> _Exercise brief_
Restate every line of the material below word for word, skipping the images.

> _Source material_
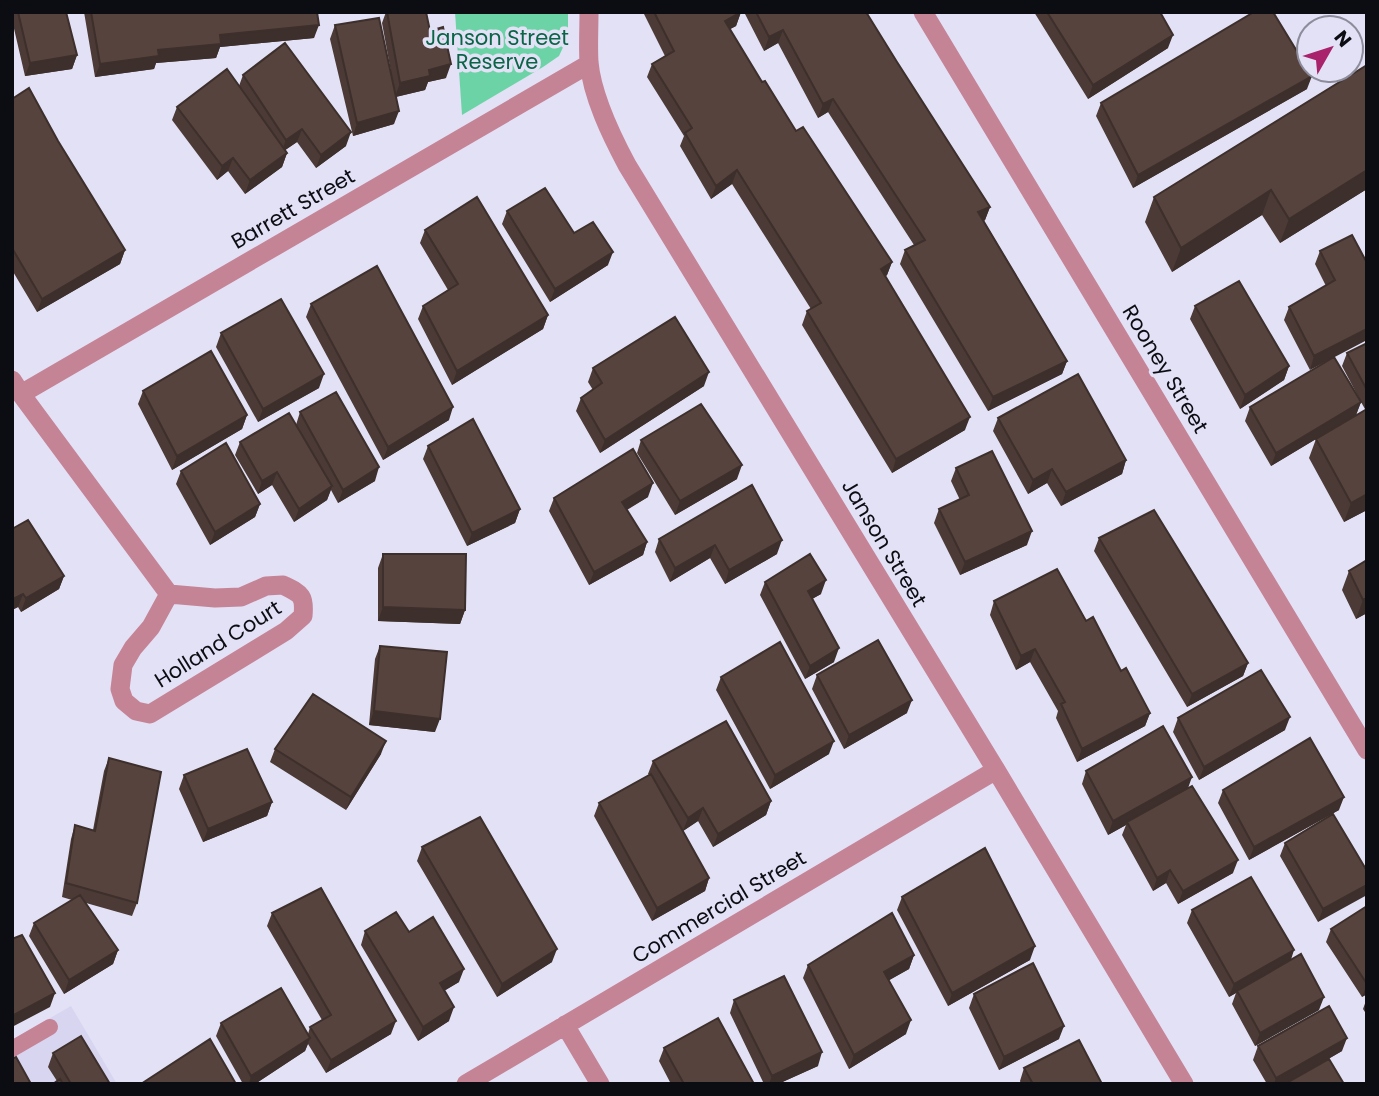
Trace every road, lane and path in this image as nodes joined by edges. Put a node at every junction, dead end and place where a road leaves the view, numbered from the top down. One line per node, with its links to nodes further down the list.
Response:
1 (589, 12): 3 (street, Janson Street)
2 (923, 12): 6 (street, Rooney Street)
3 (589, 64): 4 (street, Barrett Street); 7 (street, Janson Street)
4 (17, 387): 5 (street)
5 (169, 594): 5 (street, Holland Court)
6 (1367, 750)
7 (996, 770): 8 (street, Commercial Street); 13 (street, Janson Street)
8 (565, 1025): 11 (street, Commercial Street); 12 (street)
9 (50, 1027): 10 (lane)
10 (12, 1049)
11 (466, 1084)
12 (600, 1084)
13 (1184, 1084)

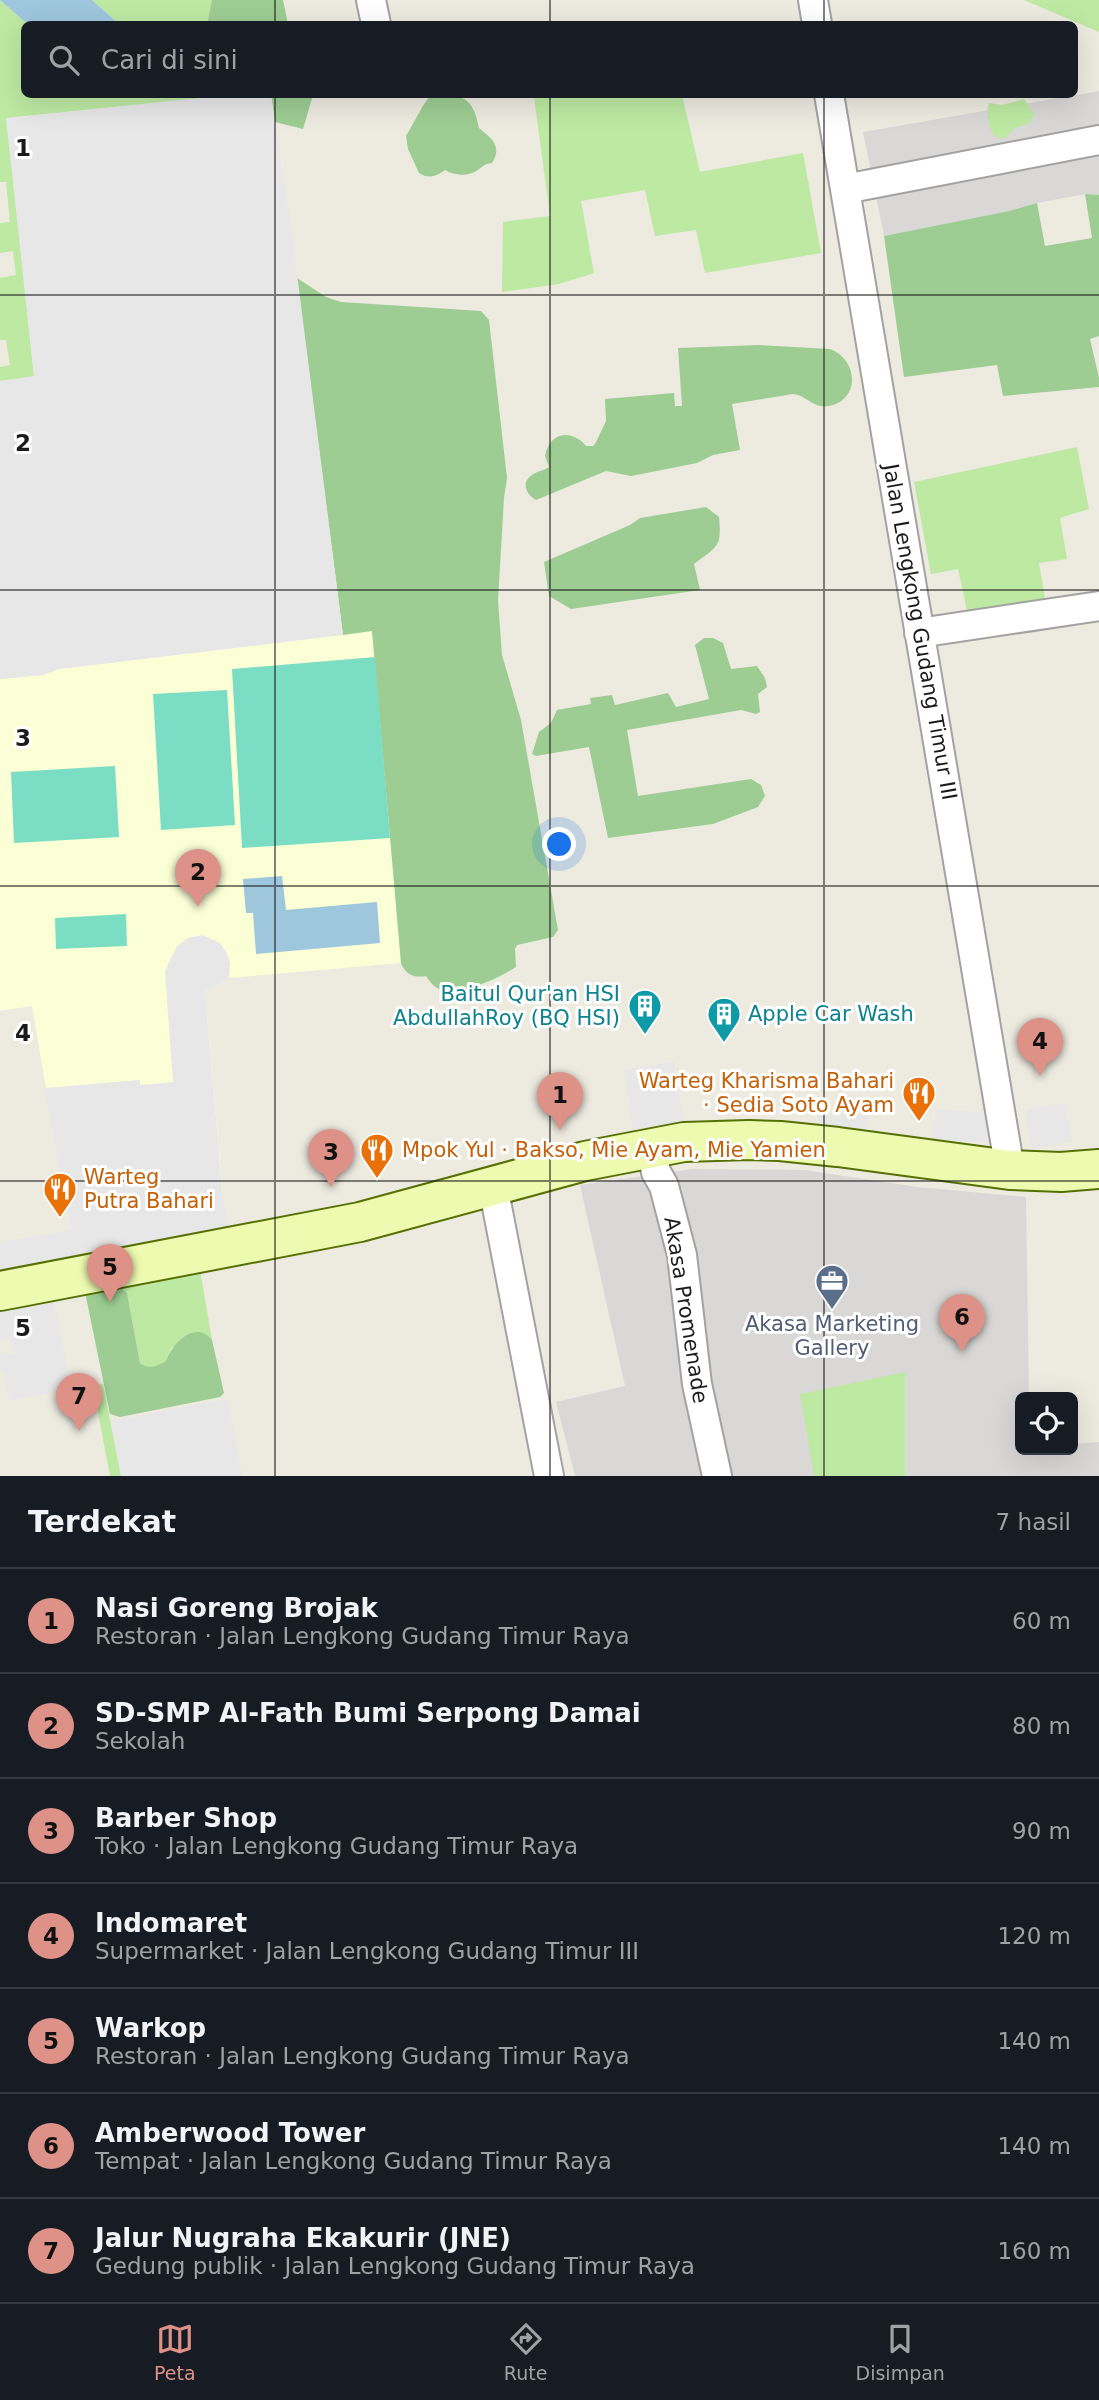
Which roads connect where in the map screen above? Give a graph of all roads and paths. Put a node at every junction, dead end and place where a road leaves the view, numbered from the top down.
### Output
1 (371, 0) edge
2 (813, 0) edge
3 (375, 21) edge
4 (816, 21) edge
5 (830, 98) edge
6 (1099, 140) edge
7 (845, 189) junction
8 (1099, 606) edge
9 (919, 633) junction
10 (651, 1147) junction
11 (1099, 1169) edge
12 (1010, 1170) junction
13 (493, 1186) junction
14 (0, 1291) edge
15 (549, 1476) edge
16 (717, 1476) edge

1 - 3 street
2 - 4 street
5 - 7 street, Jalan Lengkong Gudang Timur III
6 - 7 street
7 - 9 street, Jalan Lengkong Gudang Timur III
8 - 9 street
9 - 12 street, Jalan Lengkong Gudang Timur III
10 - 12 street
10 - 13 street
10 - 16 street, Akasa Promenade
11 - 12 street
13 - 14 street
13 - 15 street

> _Solution below_
Trace every road, lane and path in this image as nodes joined by edges. Put a node at every junction, dead end and place where a road leaves the view, numbered from the top down. One line per node, with its links to nodes further down the list.
Response:
1 (589, 12): 3 (street, Janson Street)
2 (923, 12): 6 (street, Rooney Street)
3 (589, 64): 4 (street, Barrett Street); 7 (street, Janson Street)
4 (17, 387): 5 (street)
5 (169, 594): 5 (street, Holland Court)
6 (1367, 750)
7 (996, 770): 8 (street, Commercial Street); 13 (street, Janson Street)
8 (565, 1025): 11 (street, Commercial Street); 12 (street)
9 (50, 1027): 10 (lane)
10 (12, 1049)
11 (466, 1084)
12 (600, 1084)
13 (1184, 1084)

Which roads connect where in the map screen above? Give a graph of all roads and paths. Put a node at every junction, dead end and place where a road leaves the view, numbered from the top down.
### Output
1 (371, 0) edge
2 (813, 0) edge
3 (375, 21) edge
4 (816, 21) edge
5 (830, 98) edge
6 (1099, 140) edge
7 (845, 189) junction
8 (1099, 606) edge
9 (919, 633) junction
10 (651, 1147) junction
11 (1099, 1169) edge
12 (1010, 1170) junction
13 (493, 1186) junction
14 (0, 1291) edge
15 (549, 1476) edge
16 (717, 1476) edge

1 - 3 street
2 - 4 street
5 - 7 street, Jalan Lengkong Gudang Timur III
6 - 7 street
7 - 9 street, Jalan Lengkong Gudang Timur III
8 - 9 street
9 - 12 street, Jalan Lengkong Gudang Timur III
10 - 12 street
10 - 13 street
10 - 16 street, Akasa Promenade
11 - 12 street
13 - 14 street
13 - 15 street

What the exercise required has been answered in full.